The electability calculation ignores the scenario where a candidate loses the primary but wins the general election. I don’t think this has ever happened on the national level, but it happened in Connecticut in 2006, and it probably has a non-zero probability of happening nationally. If it were to happen, and you had placed bets on the candidate to win the primary and lose the election, you might find that your supposedly safe “hedge” wasn’t so safe after all (on the other hand, you might get lucky and hit on both of your bets…). Some have speculated that Donald Trump in particular might run as an independent candidate if he doesn’t receive the Republican nomination, so whatever (probably small) probability the market assigns to the scenario of “Trump loses the Republican nomination but wins the presidency” would inflate his electability.
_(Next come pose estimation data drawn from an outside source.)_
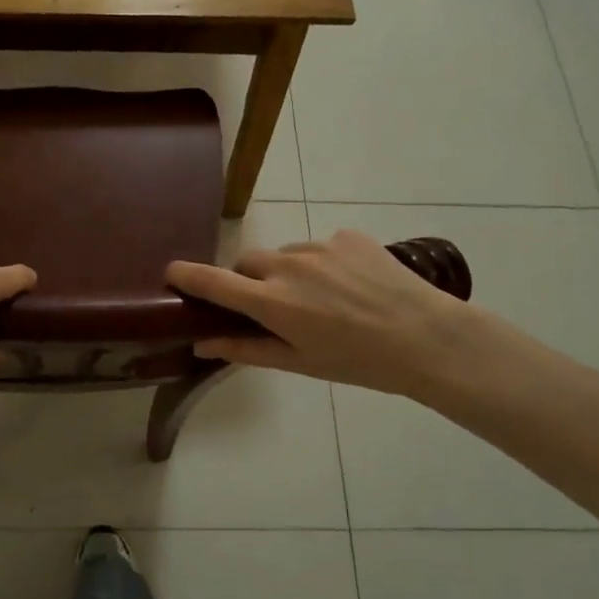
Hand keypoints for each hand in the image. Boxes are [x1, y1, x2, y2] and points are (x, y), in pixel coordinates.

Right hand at [165, 230, 477, 400]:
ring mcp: (319, 246)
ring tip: (324, 300)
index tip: (170, 272)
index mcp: (272, 302)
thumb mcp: (299, 363)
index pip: (214, 281)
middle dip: (249, 281)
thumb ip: (245, 349)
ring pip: (285, 255)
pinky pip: (320, 247)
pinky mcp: (347, 236)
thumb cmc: (359, 362)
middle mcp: (288, 265)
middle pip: (248, 263)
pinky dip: (323, 264)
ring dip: (289, 273)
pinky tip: (351, 286)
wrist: (428, 337)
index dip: (186, 275)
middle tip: (272, 307)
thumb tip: (201, 344)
There are probably more caveats to list, for example I’ve failed to consider any trading fees or commissions incurred when placing bets. Additionally, though I have no proof, as mentioned earlier I’d guess that candidates who are longshots to win the primaries probably have higher electabilities due to the implicit assumption that if something so dramatic were to happen that caused them to win the primary, probably the same factor would help their odds in the general election.

Despite all of these caveats, I believe that the implied electability numbers do represent to some degree how bettors expect the candidates to perform in the general election, and I wonder if there should be betting markets set up that allow people to wager directly on these conditional probabilities, rather than having to place a series of bets to mimic the payout structure.